目前调整身体状态才是最重要的,他在河谷中继续寻找,悬岩峭壁,美丽的钟乳石,喷涌的流水,长满霉斑的裸露石块,随处可见的枯骨,似乎没有什么好的落脚地。

**的酸臭味夹杂着水汽刺激神经,罗福来到了峭壁的下方,堆积如小山般的枯骨映入眼帘,这里大部分的骨架竟然是完整的,并连有毛发,血肉虽已腐化,但留下了干瘪的皮囊,死了恐怕有成百上千的魔兽,仿如一座修罗场。

“这里到底发生了什么?”罗福盯着堆积如山的枯骨心中惊讶。

他缓缓抬头,望向枯骨堆积的顶端,似乎哪里有个高台,这一瞬间罗福发现了一个非常奇怪的现象,所有完整的枯骨头颅都是向着高台的一面,这说明生前这些魔兽是冲着高台的方向去的。

高台上面有什么?

罗福大惑不解,竟然有如此多的魔兽为此不惜牺牲生命来冲击,他看着上方的高台心中好奇不已,高台距离罗福脚下的地面有五丈左右,他小心的踏着那些保持完好依旧坚硬的枯骨向高台爬去。

嘎吱……嘎吱……踩踏枯骨发出清脆的声音,但并没有就此断裂,死在高台下方的魔兽等级应该都不低,尤其是越往上爬一些骨头越发的有光泽,隐隐能感觉到一股慑人的气息。

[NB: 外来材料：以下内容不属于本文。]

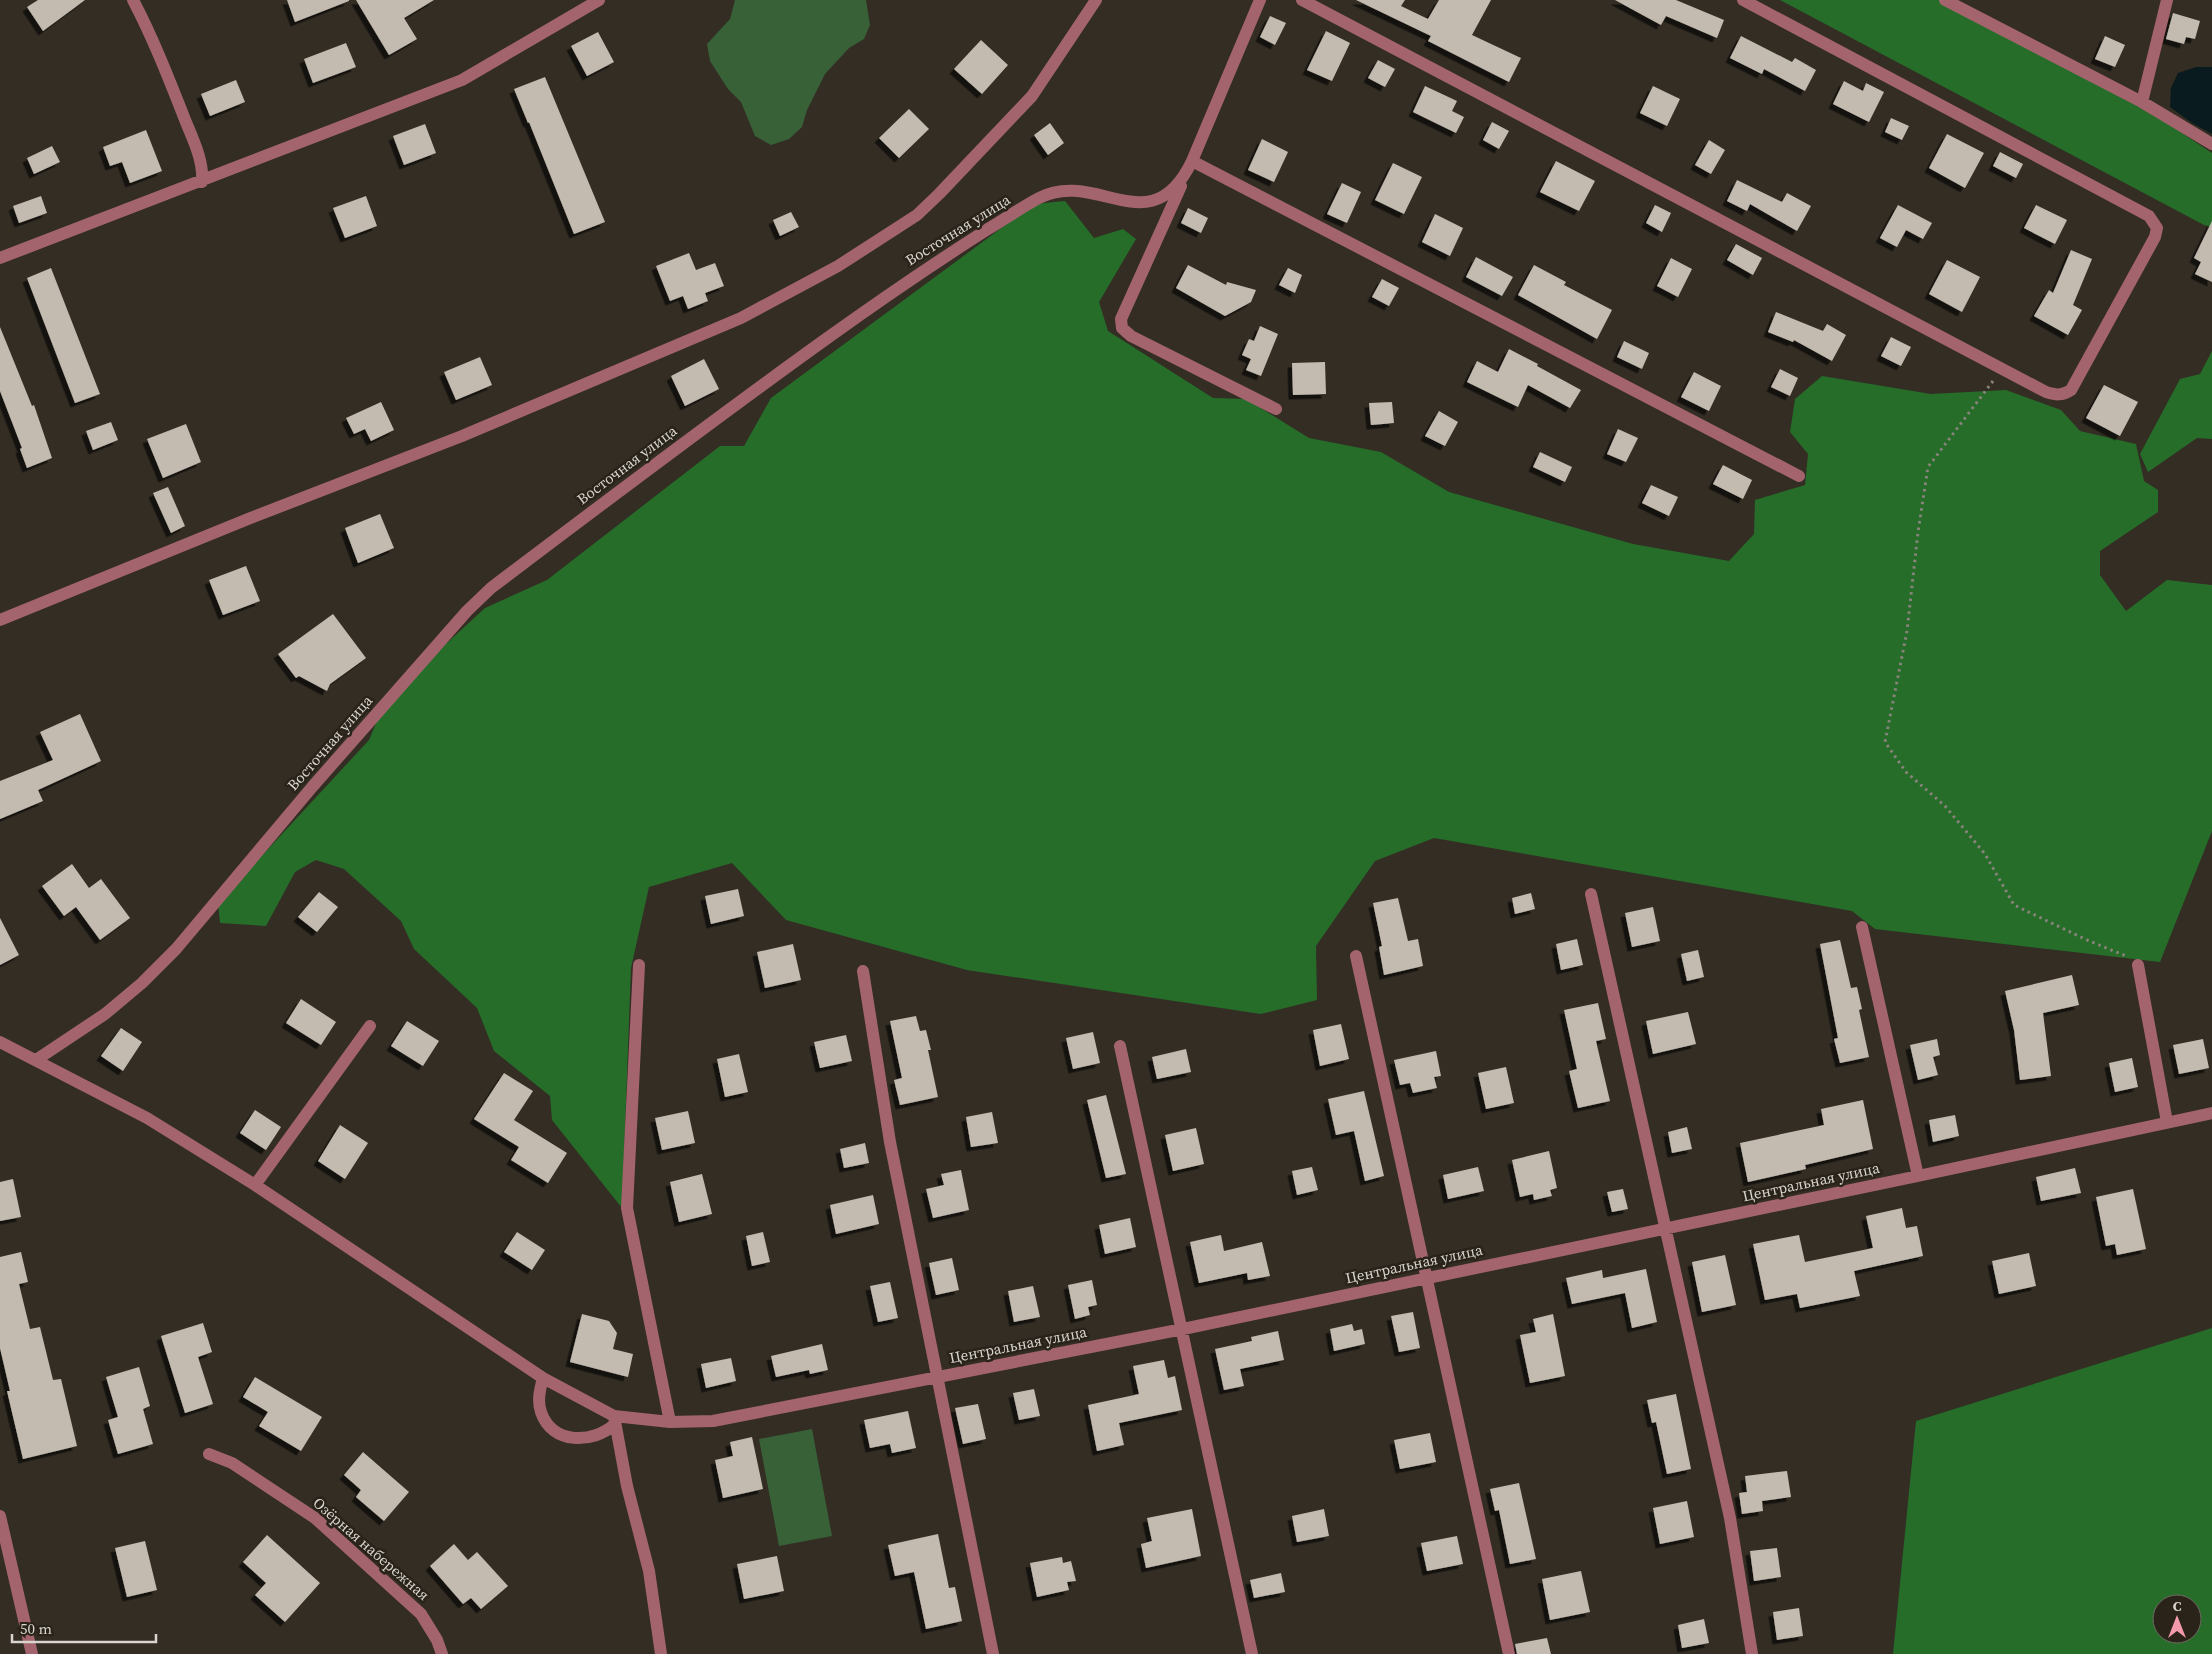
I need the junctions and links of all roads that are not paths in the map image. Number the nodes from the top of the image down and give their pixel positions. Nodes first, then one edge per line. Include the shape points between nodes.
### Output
1 (133, 0) edge
2 (599, 0) edge
3 (1096, 0) edge
4 (1260, 0) edge
5 (1302, 0) edge
6 (1743, 0) edge
7 (1945, 0) edge
8 (2167, 0) edge
9 (2142, 102) junction
10 (2212, 144) edge
11 (1192, 161) junction
12 (1185, 177) junction
13 (202, 182) junction
14 (0, 258) edge
15 (1276, 410) dead end
16 (1799, 476) dead end
17 (0, 620) edge
18 (1591, 894) dead end
19 (1862, 927) dead end
20 (1356, 956) dead end
21 (639, 964) dead end
22 (2138, 965) road end
23 (863, 971) dead end
24 (370, 1026) dead end
25 (0, 1042) edge
26 (1120, 1046) dead end
27 (36, 1060) junction
28 (2212, 1112) edge
29 (2167, 1122) junction
30 (1918, 1176) junction
31 (255, 1185) junction
32 (1666, 1228) junction
33 (1426, 1279) junction
34 (1183, 1330) junction
35 (936, 1377) junction
36 (543, 1378) junction
37 (616, 1419) junction
38 (670, 1422) junction
39 (209, 1454) dead end
40 (0, 1516) edge
41 (32, 1654) edge
42 (442, 1654) edge
43 (661, 1654) edge
44 (993, 1654) edge
45 (1252, 1654) edge
46 (1509, 1654) edge
47 (1752, 1654) edge

1 - 13 street via 196,149
2 - 13 street via 462,80
3 - 17 street via 1032,96 939,194 917,216 838,266 741,318 462,436 239,522
4 - 11 street, Восточная улица
5 - 6 street via 2046,392 2056,395 2071,390 2154,237 2157,228 2150,216
7 - 9 street
8 - 9 street
9 - 10 street
11 - 12 street, Восточная улица
11 - 16 street
12 - 15 street via 1121,319 1122,328 1130,336
12 - 27 street, Восточная улица via 1164,197 1142,202 1120,201 1084,191 1041,197 921,271 713,420 491,588 313,786 176,949 105,1014
13 - 14 street
18 - 32 street
19 - 30 street
20 - 33 street
21 - 38 street via 628,1208
22 - 29 street
23 - 35 street via 890,1142
24 - 31 street
25 - 27 street
26 - 34 street
27 - 31 street via 147,1118
28 - 29 street, Центральная улица
29 - 30 street, Центральная улица
30 - 32 street, Центральная улица
31 - 36 street
32 - 33 street, Центральная улица
32 - 47 street via 1730,1518
33 - 34 street, Центральная улица
33 - 46 street
34 - 35 street, Центральная улица
34 - 45 street
35 - 38 street, Центральная улица via 713,1421
35 - 44 street
36 - 37 street
36 - 37 street via 538,1394 540,1412 550,1429 575,1439 590,1439 606,1432
37 - 38 street, Центральная улица
37 - 43 street via 628,1486 650,1571
39 - 42 street, Озёрная набережная via 232,1462 315,1518 421,1614
40 - 41 street

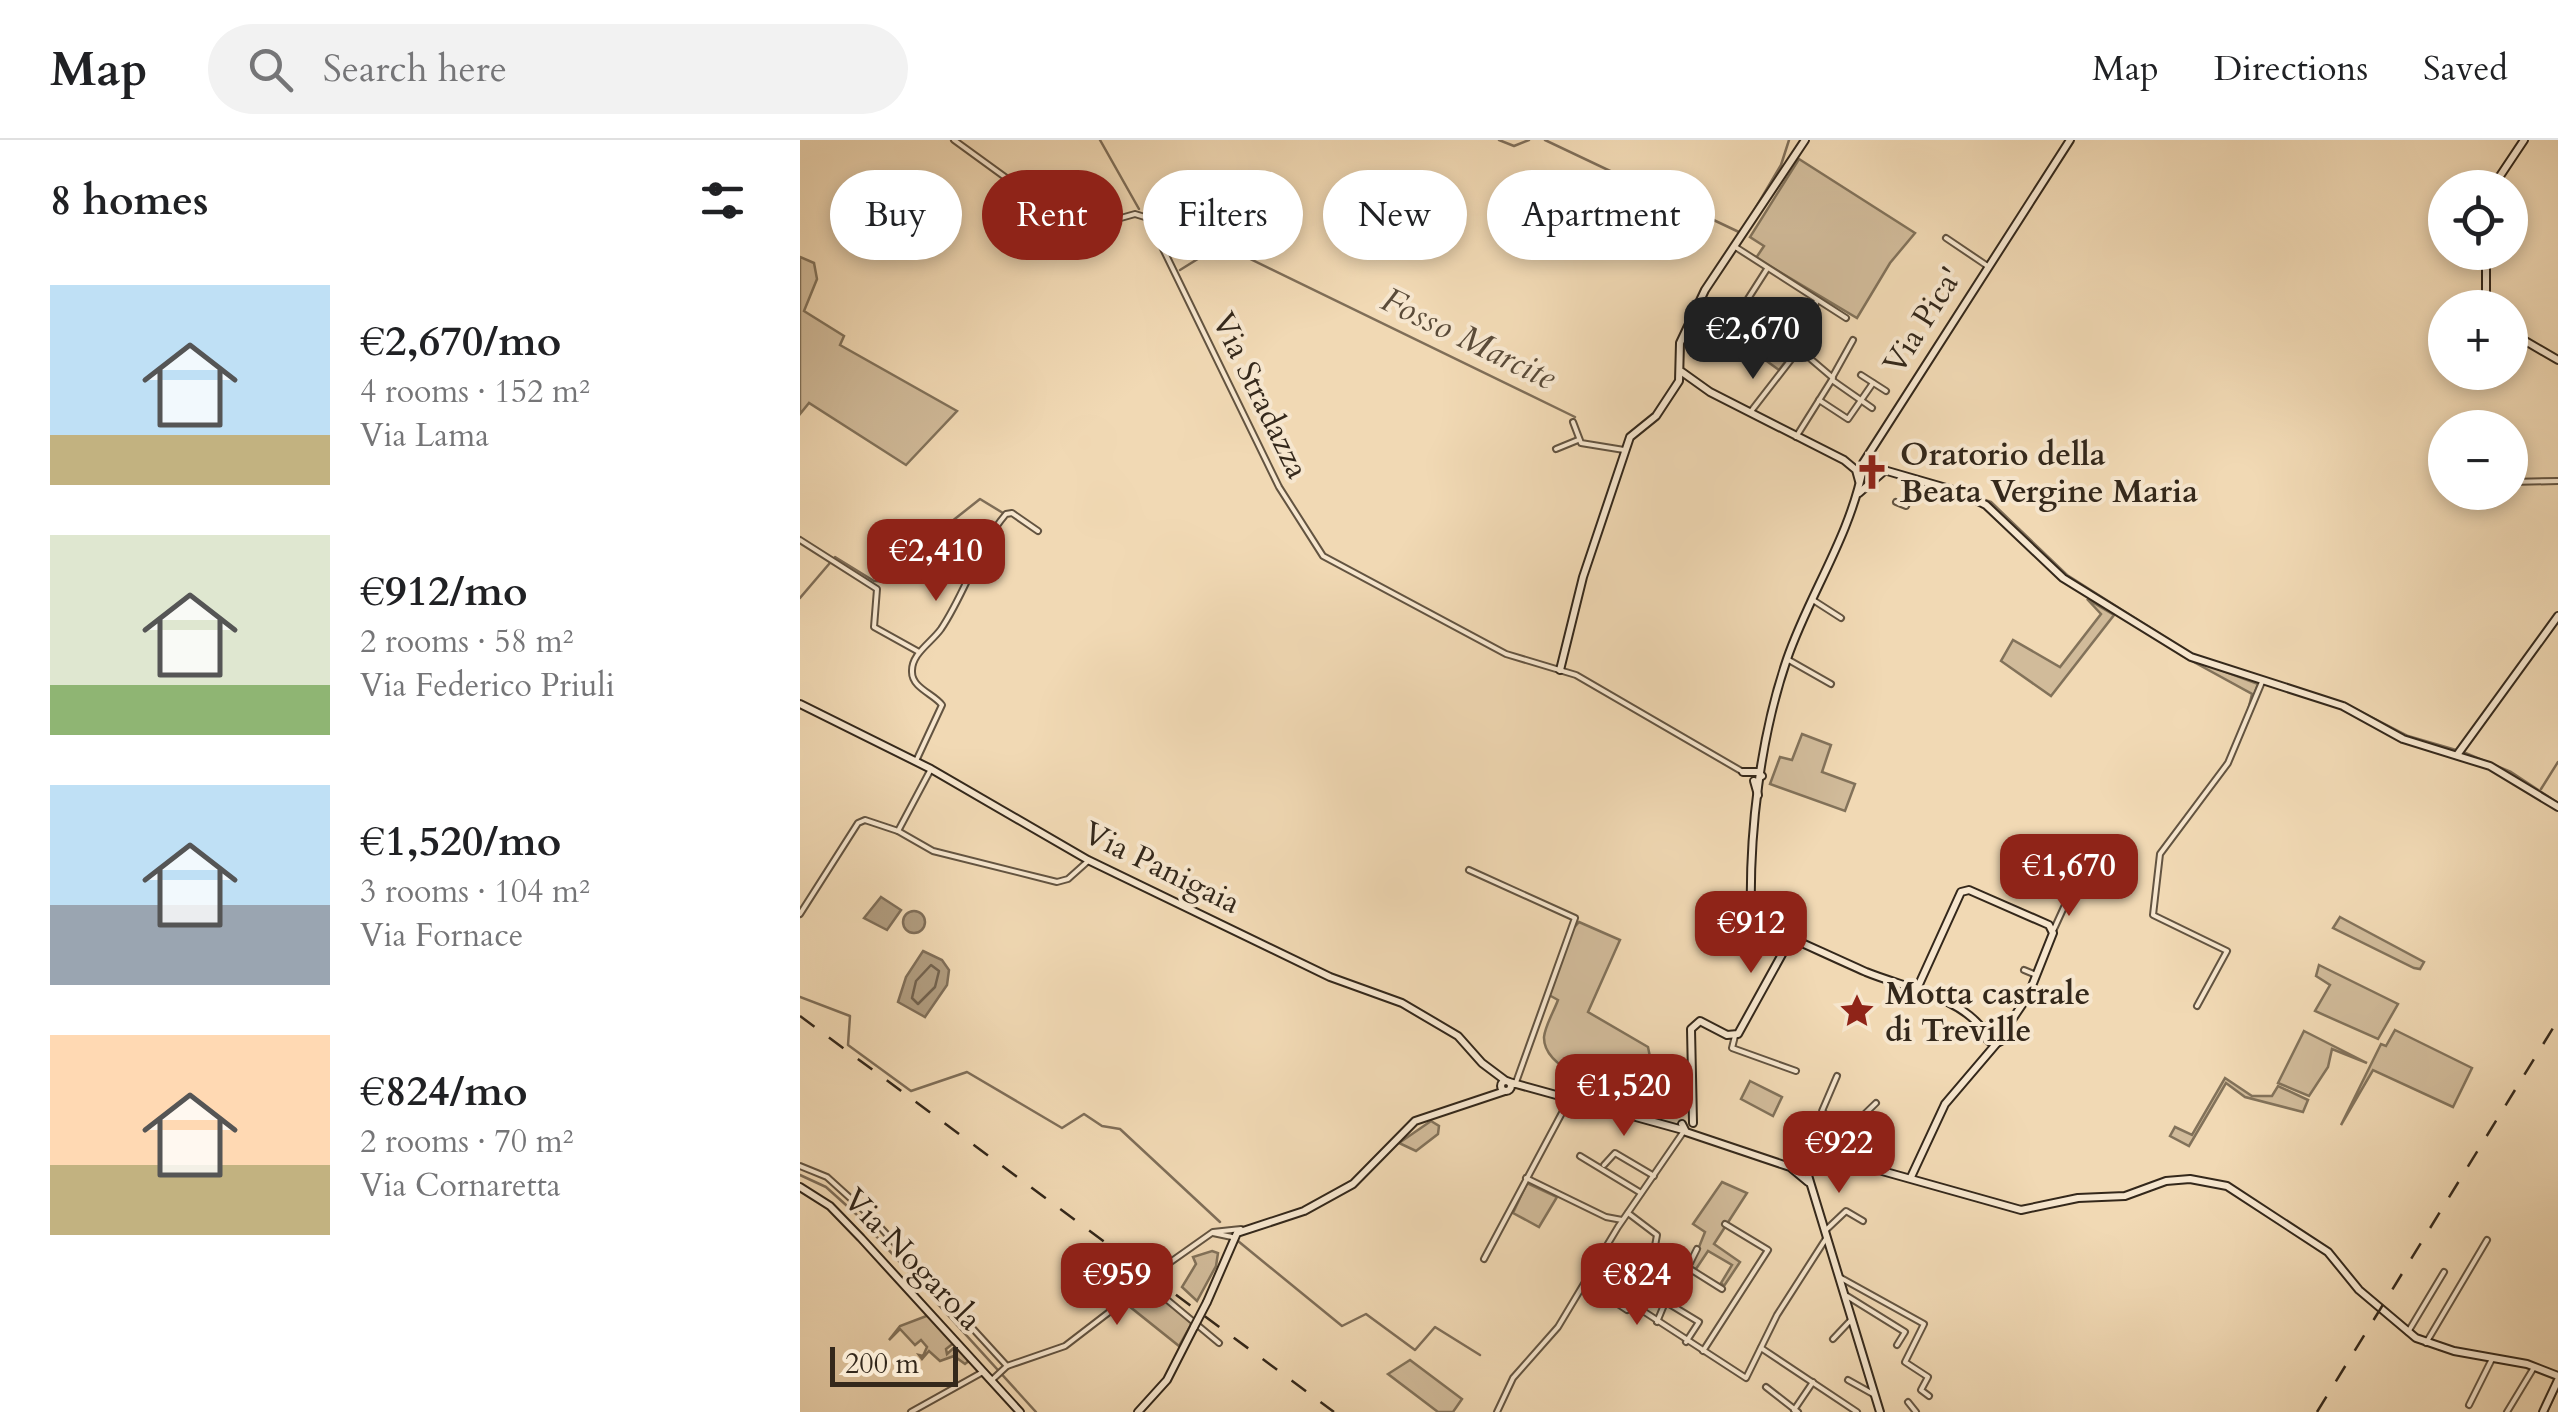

当他爬上高台只感觉到一种难言的压抑气息扑面而来,呼吸也在这一瞬间不顺畅,罗福忙一边运转源力抵抗,一边拿眼打量,两副硕大的骨架横亘高台,根根粗壮的骨头白如雪,还有赤红色的羽毛铺了一地,也不知道这羽毛是什么时候落下的到现在依旧艳丽夺目,不过大部分的羽毛嵌进了高台的泥土中。

其中一副骨架落在高台的边缘,看骨骼就有七八丈之长,好似一头地龙的骨架,脖颈部位的骨头断折,后背上的脊椎中更是插着一把大刀。

大刀通体乌黑,罗福就只瞧了一眼一股彻骨的寒气莫名的涌上心头,他赶紧移开目光,心中惊栗,“这刀也太他/妈的邪门了吧?”